Traders base their profits on different kinds of purposes. One may be a long-term investment which is a gradual process, yet may produce high returns. The other can be a short-term strategy which includes trading with quick gains. One such method is intraday trading
Basics of intraday trading:
Intraday trading refers to buying and selling of stocks on the same day. It is done using online trading platforms. Suppose a person buys stock for a company, they have to specifically mention ‘intraday’ in the portal of the platform used. This enables the user to buy and sell the same number of stocks of the same company on the same day before the market closes. The purpose is to earn profits through the movement of market indices. It is also referred to as Day Trading by many.
The stock market earns you great returns if you are a long-term investor. But even in the short term, they can help you earn profits. Suppose a stock opens a trade at Rs 500 in the morning. Soon, it climbs to Rs. 550 within an hour or two. If you had bought 1,000 stocks in the morning and sold at Rs 550, you would have made a cool profit of Rs 50,000 – all within a few hours. This is called intraday trading.
Intraday Trading Indicators
Traders often face difficulties with concurrent events occurring in intraday trading. Whether a person is an experienced trader or a beginner, looking at the trends and indicators is always beneficial for everyday trading. Let us look at some indicators :
Most traders rely on the daily moving average (DMA) of the stocks. The moving average is a line on the charts that show the behavior of a stock over a period of time. These charts show the opening and closing rates of the stock. The minimum average line shows the average closing rates of that particular stock in the given interval and helps you comprehend the ups and downs in the price and determine the flow of the stock.
These are bands that show the standard deviation of the stock. It consists of three lines – the moving average, the upper limit, and the lower limit. If you seek the trading ranger of a particular stock, these help you locate the price variation of the stock over a period of time, hence, you can put your money around the observations.
The stock prices are highly volatile. Such variations largely depend on market situations. If a trader wants to know whether a stock would rise or fall, this is where the momentum oscillator is beneficial. It is depicted in a range of 1 to 100 and shows whether a stock would further rise or fall, helping you in determining when to buy a particular stock. It shows the right time to trade, not making you lose your chances.
Intraday Time Analysis
When it comes to variations and movements in intraday trading, the most helpful tools are the daily charts. These can provide all the necessary information about the stocks with indicators that show the trend of any particular stock over a definite period of time. They convey the movement of the prices from the start to the close of the market. Time analysis becomes a useful tool for intraday trading as the momentum tends to shift quickly. You won’t be able to comprehend the charts before the stock you put your money in goes down steeply or shoots right up. Hence, it becomes necessary for day traders to look for such charts that would help you understand the flow better – we’ve covered these concepts extensively in things to know while investing in Intraday Trading.
Five things to know about intraday trading.
Intraday trading is a strategy where you buy and sell your stock holding in the same trading day.
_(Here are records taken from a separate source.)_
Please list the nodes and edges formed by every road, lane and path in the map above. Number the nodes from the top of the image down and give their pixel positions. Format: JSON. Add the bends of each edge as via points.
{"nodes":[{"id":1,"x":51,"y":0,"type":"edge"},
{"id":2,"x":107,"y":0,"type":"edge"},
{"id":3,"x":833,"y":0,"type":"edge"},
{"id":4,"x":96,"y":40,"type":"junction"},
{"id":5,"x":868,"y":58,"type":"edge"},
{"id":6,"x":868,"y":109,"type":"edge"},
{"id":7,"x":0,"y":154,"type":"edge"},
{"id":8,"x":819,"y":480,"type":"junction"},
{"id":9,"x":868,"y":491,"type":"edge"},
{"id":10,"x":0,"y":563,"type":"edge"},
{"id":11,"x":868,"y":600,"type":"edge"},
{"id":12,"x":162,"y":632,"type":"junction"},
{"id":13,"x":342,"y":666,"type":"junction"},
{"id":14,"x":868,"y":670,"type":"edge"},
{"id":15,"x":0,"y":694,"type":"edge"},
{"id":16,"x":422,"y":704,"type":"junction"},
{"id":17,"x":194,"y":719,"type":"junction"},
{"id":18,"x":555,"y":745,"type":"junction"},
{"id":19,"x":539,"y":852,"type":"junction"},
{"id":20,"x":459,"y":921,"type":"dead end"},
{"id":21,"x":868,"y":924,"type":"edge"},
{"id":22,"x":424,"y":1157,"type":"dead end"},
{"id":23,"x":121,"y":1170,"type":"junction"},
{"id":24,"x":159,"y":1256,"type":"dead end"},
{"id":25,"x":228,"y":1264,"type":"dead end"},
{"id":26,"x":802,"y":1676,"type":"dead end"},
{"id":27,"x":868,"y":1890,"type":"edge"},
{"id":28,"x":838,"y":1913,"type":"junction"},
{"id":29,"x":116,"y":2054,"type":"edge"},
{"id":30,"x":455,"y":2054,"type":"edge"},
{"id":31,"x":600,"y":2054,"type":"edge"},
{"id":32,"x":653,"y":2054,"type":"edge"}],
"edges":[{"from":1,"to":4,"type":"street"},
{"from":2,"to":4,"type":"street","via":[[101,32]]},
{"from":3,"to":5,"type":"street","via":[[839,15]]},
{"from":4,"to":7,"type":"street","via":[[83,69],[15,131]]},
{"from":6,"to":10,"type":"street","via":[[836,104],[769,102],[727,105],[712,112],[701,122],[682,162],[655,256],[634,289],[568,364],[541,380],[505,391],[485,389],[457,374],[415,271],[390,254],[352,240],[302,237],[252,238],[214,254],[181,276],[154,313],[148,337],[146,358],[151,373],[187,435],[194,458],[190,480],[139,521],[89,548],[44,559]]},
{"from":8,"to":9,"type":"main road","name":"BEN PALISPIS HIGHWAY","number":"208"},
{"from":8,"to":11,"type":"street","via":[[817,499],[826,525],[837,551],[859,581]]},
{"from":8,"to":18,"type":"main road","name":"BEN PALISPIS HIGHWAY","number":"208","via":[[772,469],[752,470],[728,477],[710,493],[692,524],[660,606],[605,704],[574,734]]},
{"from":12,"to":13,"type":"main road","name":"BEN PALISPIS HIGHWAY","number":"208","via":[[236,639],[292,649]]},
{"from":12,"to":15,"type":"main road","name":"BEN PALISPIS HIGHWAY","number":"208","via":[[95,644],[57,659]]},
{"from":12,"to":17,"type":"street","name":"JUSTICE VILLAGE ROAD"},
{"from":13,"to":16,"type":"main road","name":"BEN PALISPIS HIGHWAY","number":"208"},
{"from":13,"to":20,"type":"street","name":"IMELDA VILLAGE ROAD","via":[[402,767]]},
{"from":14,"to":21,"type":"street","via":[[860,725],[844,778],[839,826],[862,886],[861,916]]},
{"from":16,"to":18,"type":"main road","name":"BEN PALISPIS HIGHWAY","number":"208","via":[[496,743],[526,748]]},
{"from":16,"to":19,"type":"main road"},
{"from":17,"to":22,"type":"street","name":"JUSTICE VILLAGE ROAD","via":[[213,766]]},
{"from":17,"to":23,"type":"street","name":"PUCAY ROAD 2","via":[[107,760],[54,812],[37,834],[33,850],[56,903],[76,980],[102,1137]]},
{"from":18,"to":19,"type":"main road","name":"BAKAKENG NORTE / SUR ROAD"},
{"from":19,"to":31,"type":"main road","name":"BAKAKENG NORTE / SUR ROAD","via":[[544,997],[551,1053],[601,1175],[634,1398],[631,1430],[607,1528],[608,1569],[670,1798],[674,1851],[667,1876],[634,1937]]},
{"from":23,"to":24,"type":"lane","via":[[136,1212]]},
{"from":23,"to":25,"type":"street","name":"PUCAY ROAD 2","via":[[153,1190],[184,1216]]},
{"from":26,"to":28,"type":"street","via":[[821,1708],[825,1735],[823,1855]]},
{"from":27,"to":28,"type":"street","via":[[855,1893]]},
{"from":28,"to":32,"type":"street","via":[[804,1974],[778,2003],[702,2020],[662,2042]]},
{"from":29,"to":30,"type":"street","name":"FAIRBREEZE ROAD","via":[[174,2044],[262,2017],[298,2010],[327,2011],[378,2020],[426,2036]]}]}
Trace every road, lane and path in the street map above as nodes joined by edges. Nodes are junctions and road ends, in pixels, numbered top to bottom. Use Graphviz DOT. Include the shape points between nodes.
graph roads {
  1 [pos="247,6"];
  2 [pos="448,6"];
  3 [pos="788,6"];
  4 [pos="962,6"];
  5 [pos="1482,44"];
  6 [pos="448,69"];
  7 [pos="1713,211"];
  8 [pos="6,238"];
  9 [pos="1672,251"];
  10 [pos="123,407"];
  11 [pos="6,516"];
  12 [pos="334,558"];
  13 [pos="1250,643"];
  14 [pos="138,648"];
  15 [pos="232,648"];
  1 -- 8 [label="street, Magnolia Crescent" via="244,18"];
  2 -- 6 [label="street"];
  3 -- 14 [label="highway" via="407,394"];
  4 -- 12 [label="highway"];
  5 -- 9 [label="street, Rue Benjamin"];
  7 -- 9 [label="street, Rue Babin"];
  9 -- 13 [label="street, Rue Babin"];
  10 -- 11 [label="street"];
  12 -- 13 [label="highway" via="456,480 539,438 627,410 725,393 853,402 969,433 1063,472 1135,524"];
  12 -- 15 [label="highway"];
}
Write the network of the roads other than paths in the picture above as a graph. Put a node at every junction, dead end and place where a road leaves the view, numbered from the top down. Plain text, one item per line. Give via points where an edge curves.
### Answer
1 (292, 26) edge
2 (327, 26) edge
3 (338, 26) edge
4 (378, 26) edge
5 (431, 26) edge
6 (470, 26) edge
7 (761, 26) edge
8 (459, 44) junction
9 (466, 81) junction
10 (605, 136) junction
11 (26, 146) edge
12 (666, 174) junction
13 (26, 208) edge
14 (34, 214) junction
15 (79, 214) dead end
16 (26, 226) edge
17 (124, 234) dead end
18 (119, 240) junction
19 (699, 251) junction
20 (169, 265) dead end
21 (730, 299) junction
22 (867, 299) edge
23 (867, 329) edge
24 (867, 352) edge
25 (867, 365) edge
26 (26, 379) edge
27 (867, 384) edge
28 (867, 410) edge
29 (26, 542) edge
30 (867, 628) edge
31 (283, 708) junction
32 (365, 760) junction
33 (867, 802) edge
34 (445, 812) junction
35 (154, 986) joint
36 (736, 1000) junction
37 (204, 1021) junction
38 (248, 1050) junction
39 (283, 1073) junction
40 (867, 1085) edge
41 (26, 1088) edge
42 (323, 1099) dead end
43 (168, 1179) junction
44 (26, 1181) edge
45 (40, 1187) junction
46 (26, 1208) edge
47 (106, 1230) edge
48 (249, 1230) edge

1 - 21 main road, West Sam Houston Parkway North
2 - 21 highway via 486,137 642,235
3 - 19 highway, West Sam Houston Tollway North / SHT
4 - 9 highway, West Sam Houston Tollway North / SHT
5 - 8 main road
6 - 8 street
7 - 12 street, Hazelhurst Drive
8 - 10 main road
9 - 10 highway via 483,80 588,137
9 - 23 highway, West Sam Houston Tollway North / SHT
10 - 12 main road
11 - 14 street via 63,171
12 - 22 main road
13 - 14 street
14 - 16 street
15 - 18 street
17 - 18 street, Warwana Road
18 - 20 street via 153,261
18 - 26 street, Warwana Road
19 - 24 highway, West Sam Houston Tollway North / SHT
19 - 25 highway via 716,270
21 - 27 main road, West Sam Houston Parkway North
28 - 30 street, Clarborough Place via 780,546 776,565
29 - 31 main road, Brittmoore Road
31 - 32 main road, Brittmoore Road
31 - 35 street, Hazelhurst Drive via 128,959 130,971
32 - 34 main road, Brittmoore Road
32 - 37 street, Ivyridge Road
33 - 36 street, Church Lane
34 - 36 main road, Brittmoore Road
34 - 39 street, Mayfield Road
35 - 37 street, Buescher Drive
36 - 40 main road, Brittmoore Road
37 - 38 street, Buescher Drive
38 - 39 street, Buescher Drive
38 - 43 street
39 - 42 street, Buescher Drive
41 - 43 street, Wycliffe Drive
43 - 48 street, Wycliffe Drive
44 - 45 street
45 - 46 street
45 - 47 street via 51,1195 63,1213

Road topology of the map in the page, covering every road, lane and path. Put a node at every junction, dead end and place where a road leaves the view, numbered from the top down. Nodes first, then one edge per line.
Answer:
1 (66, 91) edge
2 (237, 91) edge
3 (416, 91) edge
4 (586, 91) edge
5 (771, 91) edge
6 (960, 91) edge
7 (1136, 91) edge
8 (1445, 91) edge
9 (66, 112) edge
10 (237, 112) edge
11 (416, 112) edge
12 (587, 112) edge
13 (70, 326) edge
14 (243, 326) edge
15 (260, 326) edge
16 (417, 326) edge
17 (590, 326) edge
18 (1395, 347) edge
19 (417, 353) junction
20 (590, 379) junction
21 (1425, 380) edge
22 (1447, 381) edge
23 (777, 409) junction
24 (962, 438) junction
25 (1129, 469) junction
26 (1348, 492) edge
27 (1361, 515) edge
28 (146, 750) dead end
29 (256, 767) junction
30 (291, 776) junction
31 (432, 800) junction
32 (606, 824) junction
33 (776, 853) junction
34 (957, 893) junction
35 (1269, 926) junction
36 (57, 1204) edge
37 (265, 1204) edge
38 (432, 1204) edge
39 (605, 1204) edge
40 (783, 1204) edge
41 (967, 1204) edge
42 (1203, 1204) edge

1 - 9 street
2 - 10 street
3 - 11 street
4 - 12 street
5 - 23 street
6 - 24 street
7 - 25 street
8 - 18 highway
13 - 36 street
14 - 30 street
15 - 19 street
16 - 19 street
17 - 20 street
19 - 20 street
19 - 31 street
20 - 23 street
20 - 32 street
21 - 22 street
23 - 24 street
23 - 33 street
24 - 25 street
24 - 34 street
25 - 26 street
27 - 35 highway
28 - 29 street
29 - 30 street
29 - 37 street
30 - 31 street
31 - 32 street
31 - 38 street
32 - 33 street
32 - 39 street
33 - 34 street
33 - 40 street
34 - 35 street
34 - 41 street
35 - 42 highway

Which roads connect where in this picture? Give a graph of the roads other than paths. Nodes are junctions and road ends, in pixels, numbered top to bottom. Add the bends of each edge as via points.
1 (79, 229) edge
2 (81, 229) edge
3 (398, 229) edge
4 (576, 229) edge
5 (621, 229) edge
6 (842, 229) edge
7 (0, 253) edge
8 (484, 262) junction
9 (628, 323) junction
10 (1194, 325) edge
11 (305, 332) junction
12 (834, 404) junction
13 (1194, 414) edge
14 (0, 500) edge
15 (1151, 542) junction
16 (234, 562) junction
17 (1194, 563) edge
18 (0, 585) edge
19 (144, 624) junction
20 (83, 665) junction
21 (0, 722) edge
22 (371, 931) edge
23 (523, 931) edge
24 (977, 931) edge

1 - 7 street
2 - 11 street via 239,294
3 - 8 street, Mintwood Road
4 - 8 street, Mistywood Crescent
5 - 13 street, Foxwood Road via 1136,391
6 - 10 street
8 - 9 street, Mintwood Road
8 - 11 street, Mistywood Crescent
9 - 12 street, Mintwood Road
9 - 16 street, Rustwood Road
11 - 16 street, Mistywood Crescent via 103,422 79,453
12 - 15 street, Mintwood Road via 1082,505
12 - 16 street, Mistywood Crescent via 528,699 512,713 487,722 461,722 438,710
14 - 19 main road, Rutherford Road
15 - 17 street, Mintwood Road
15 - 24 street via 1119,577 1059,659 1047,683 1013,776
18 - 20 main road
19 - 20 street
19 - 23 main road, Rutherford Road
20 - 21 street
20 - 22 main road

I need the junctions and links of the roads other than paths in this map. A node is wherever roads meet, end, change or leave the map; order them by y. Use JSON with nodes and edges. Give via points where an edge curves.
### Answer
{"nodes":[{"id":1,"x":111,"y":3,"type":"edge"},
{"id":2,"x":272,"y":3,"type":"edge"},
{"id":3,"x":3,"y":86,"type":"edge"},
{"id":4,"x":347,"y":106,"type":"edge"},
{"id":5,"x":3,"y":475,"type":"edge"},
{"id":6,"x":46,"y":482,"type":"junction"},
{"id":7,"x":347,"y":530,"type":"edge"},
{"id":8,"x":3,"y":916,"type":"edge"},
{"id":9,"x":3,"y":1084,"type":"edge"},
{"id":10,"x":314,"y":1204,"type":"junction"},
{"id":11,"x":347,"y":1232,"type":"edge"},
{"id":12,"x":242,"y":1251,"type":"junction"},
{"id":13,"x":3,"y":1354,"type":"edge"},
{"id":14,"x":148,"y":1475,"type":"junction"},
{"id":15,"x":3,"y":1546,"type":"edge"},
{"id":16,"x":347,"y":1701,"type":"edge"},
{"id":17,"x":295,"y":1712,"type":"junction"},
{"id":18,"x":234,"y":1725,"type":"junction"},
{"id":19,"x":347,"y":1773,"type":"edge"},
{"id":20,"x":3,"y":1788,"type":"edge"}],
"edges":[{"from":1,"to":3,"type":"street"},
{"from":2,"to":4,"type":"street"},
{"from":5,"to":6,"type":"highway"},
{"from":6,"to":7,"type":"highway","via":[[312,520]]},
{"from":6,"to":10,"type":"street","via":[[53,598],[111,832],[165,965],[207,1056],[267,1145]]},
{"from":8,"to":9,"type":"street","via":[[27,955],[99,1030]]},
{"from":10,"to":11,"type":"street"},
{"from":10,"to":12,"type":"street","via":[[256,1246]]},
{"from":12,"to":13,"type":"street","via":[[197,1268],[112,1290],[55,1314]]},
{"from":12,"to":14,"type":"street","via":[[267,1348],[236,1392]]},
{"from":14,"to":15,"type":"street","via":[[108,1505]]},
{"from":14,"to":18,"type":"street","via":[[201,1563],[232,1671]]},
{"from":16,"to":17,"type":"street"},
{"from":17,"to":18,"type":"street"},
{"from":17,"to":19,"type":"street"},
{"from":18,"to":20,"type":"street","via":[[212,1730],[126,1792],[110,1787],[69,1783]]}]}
Traders thus take advantage of the price fluctuations that take place during market hours. In case the trader expects the price to rise during the day, he or she would first buy a lot of securities and then sell some time during the day. The reverse, called short-selling, can also happen. To take advantage of a falling market, traders would short-sell. This is when they borrow shares and sell it in the market. Once the price falls as required, the traders buy shares at the lower price and then return them to the lender.
Since day traders essentially take advantage of the volatility, they are exposed to great risks. This is much higher than the risks taken by a long-term stock investor. As a result, intraday traders are usually speculators, who are willing to take high risks. They usually conduct high-value trades worth lakhs and crores of rupees by using margin trading. (Use Cover Orders and Bracket Orders to take advantage of high margins provided by Upstox) However, intraday traders can also make an extraordinary amount of profits.
Stock price impact
By doing so, they often affect the stock’s price trend. For example, a stock is trading at Rs 100-102 range. Intraday or day traders decide to bet on the stock and 1,000 shares each. Thus there is a sudden rise in demand for the share. This causes prices to go up marginally. As soon as it hits a certain level, traders sell their stocks. This, in turn, causes prices to fall.
Technical analysis: Since day-traders are only concerned with the volatility in price and volume of the stock, these traders rarely look into the financial viability of the underlying company. They usually employ technical analysis. This includes analyzing historical trends in stock prices and volumes to forecast future price. Technical analysis helps determine the right conditions to buy and sell stocks. This usually requires a lot of time and effort. As a result, day traders are usually full-time traders, closely monitoring each and every movement in the stocks.
How to day-trade
First of all, the idea is to select stocks that have a high volume of trade. This means they are highly liquid. This could include penny stocks – shares of small-scale companies with prices as low as Rs 20. Select a maximum of two or three stocks at a time. It would become difficult to monitor more shares. Decide the price at which you want to buy and sell – your entry and target prices. Most importantly, ensure you have a stop-loss order to act as a safety net. This will help reduce your risks. Once you have placed your order, monitor closely and exit when the price has hit your target or stop-loss levels.
Delivery vs. Intraday trading
If you buy stock on a delivery basis, you can pretty much do anything with it. You can keep it for as long as you want, or sell it the next day. It all depends on what you wish to do with it. Anytime you feel the market is high or the value of the stocks held is adequate enough to trade, you can sell them to earn the benefits.
In intraday trading, you are required to sell the stocks on the same day, before the market closes. If you fail to do so, there can be two outcomes. Some online platforms automatically convert those stocks into delivery trades and levy a brokerage, so that you can sell them at your own desired time. Others just square-off your trades at the market price during the close time, even if you’re making a loss, and sadly you have to bear the losses.